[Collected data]
####################

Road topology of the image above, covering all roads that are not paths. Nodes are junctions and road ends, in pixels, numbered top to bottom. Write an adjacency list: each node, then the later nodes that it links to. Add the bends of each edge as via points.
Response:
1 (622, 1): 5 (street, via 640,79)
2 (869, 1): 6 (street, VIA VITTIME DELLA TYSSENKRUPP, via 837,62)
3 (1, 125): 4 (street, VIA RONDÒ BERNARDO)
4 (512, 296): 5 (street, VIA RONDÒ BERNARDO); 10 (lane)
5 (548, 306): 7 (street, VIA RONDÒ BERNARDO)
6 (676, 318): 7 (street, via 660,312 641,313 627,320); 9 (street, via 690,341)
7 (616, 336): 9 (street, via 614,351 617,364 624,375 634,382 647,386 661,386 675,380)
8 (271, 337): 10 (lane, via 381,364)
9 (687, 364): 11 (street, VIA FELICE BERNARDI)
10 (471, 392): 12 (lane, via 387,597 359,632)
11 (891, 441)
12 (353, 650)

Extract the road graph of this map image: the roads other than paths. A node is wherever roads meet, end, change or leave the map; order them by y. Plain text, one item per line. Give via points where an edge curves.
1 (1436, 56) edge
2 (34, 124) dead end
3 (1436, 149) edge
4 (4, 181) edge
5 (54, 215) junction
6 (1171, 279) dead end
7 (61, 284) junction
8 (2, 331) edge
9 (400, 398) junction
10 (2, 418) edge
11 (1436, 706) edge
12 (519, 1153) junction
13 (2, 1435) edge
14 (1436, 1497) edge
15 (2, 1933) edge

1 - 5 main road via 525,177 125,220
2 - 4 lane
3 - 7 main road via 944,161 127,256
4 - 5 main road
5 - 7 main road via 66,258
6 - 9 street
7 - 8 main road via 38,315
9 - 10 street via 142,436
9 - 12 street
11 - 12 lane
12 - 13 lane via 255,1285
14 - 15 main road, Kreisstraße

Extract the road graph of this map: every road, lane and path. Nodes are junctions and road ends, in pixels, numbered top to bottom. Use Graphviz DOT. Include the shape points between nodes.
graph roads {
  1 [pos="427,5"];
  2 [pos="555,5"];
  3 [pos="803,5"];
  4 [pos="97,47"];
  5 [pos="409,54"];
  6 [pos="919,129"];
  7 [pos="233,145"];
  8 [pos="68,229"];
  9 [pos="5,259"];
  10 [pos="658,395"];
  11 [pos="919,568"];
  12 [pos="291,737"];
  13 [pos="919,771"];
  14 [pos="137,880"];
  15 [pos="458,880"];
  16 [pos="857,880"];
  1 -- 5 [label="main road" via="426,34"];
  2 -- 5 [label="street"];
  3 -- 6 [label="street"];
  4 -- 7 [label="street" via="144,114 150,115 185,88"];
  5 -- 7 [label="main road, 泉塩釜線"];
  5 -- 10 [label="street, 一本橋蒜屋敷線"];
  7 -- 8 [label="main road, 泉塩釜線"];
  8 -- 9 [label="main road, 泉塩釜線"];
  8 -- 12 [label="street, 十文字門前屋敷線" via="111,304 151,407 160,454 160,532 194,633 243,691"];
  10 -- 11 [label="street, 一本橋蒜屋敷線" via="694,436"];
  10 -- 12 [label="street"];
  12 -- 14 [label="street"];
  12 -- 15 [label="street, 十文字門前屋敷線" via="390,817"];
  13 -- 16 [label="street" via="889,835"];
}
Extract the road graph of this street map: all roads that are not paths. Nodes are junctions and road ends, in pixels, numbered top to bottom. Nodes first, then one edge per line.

####################

Filter the entries down to the lines with the word "then" in them, and copy those lines.

Road topology of the image above, covering all roads that are not paths. Nodes are junctions and road ends, in pixels, numbered top to bottom. Write an adjacency list: each node, then the later nodes that it links to. Add the bends of each edge as via points.
Extract the road graph of this street map: all roads that are not paths. Nodes are junctions and road ends, in pixels, numbered top to bottom. Nodes first, then one edge per line.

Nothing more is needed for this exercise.